**Activity**: For the entries that follow, restate word for word the line containing "thumb tip: (1025, 886)", the line containing "ring tip: (900, 862)", and every line that lies between them.
[[ Records shown open ]]
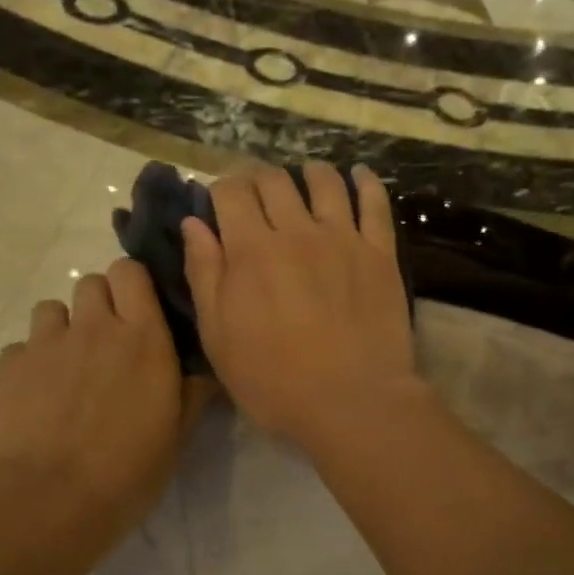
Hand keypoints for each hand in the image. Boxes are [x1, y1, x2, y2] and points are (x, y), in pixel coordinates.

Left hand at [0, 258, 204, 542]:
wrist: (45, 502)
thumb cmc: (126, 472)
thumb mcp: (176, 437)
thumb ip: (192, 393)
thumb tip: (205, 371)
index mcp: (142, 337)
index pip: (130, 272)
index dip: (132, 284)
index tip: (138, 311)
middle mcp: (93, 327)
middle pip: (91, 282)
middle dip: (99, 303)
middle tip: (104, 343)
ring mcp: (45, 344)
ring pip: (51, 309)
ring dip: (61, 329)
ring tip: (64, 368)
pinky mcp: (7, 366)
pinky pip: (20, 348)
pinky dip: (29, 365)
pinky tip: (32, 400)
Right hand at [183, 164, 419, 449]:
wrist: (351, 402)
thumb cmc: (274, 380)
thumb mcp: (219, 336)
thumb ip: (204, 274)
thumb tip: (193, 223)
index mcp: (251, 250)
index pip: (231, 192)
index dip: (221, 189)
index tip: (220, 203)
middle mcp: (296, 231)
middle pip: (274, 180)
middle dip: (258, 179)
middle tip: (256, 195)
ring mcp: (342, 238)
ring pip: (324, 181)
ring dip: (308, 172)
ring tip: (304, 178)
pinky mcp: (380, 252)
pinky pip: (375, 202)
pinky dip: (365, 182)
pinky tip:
[[ Records shown closed ]]
[[ Records shown open ]]
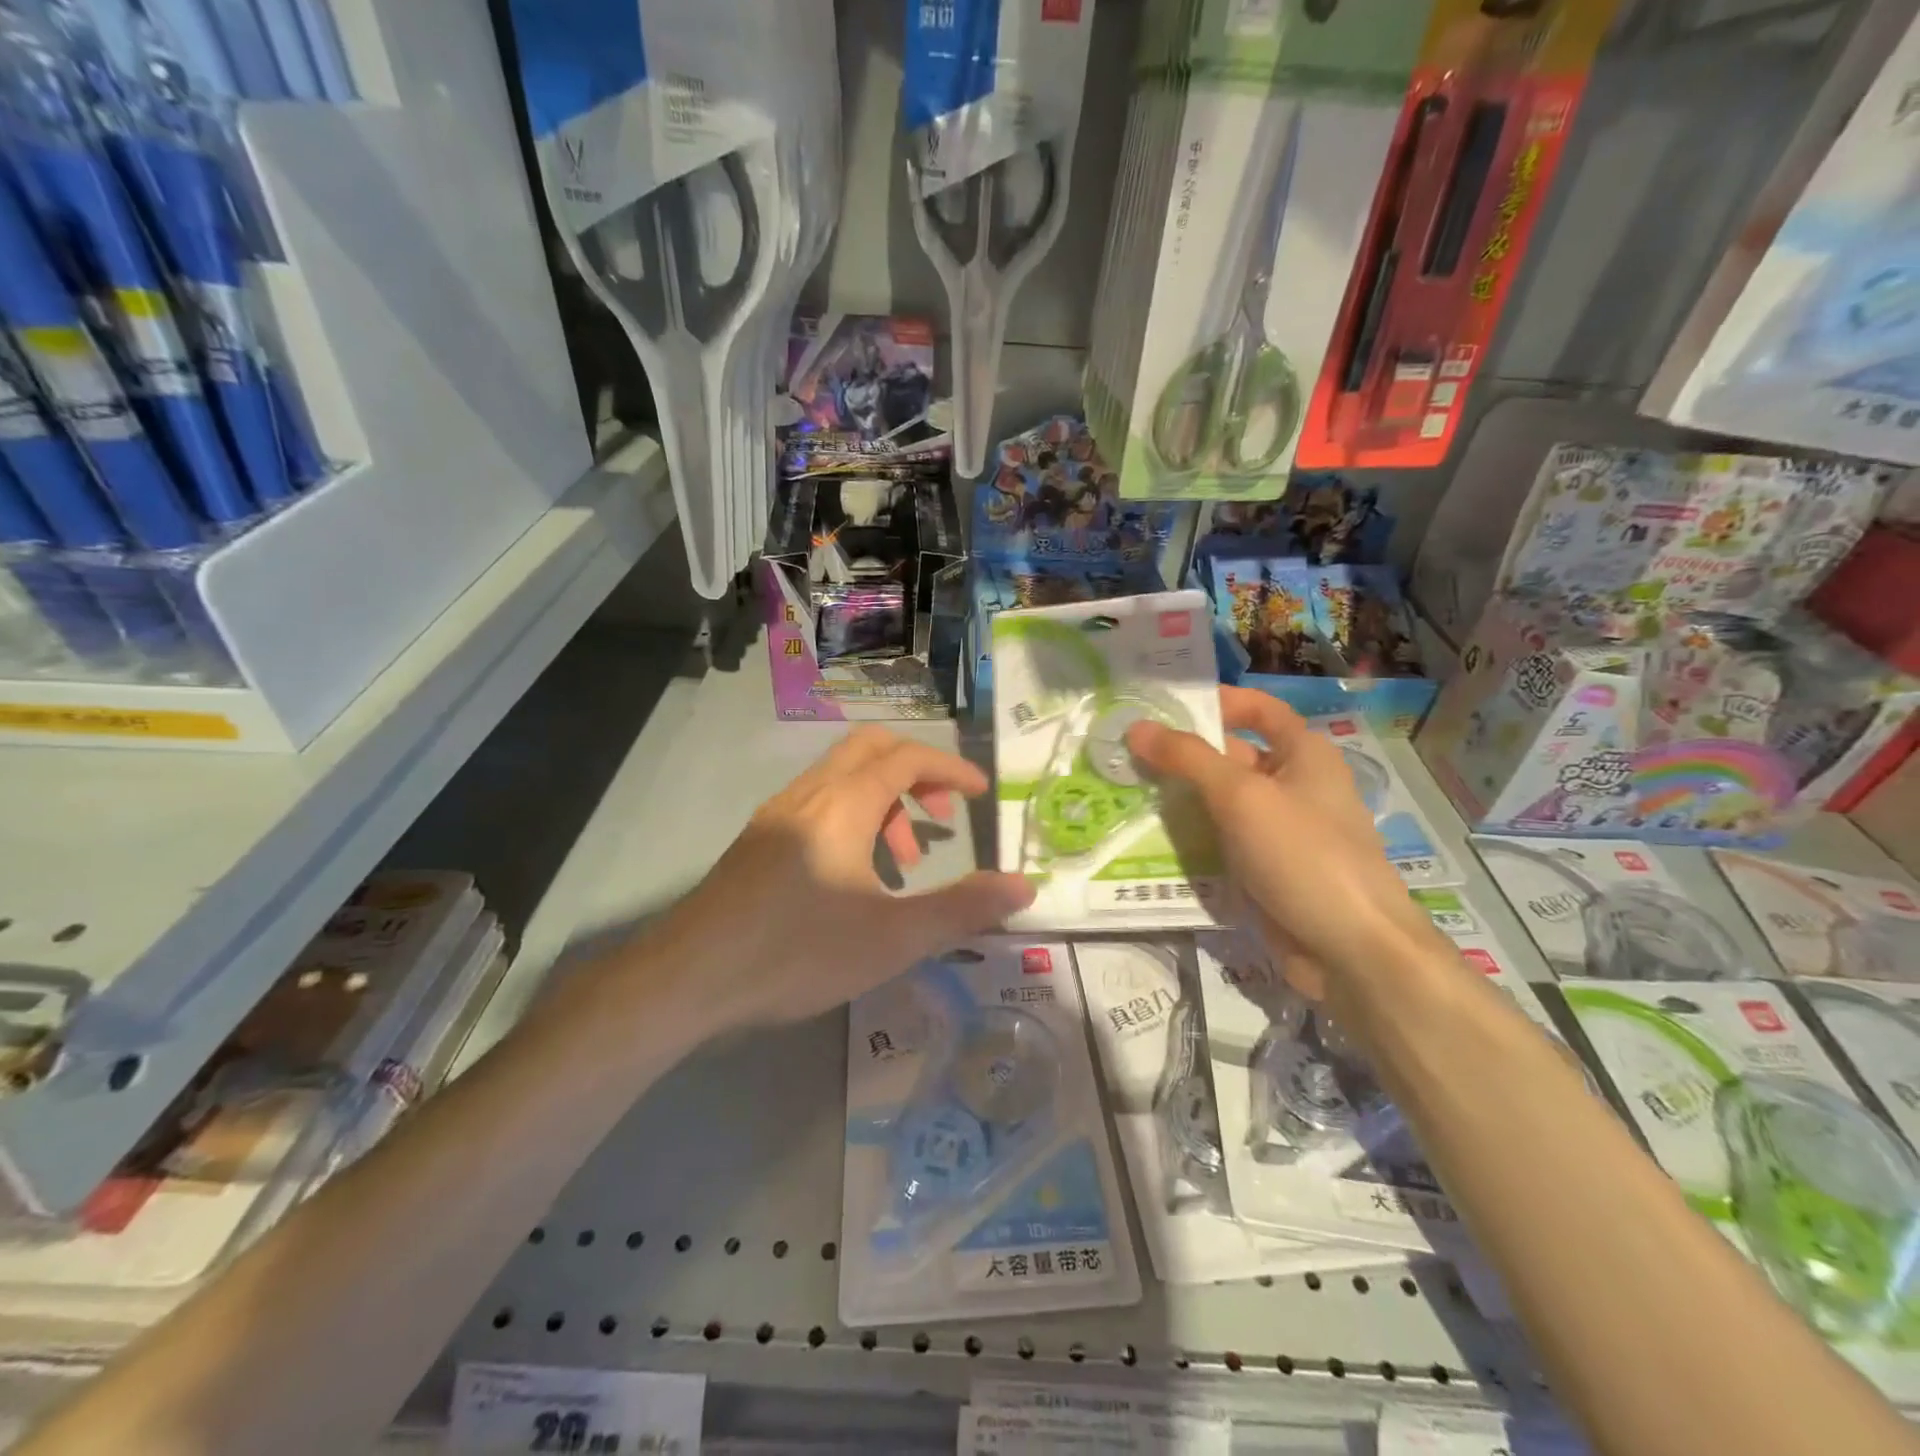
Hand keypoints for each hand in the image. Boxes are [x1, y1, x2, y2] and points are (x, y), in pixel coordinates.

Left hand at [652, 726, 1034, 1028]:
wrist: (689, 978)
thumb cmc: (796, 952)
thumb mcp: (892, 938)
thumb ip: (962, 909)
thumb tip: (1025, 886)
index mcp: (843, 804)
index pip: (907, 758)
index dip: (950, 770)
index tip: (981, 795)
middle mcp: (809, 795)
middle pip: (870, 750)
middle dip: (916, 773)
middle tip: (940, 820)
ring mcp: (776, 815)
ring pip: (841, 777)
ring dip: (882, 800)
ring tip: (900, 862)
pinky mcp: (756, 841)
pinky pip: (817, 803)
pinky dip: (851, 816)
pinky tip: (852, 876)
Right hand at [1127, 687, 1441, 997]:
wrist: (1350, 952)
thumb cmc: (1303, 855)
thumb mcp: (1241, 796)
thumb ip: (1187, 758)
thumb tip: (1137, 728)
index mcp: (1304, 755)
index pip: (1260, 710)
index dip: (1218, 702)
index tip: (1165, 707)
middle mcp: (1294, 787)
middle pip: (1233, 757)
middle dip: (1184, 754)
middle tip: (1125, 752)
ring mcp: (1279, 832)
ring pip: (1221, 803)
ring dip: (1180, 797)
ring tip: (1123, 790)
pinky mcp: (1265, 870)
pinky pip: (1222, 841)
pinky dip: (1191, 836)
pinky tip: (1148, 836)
[[ Records shown closed ]]
**Answer below**:
thumb tip: (1025, 886)
index mcp: (843, 804)
index pip: (907, 758)
index dip: (950, 770)
index tip: (981, 795)
middle mcp: (809, 795)
middle pip: (870, 750)
middle dip: (916, 773)
middle tip: (940, 820)
ring mcp: (776, 815)
ring pip: (841, 777)
ring dip: (882, 800)
ring tip: (900, 862)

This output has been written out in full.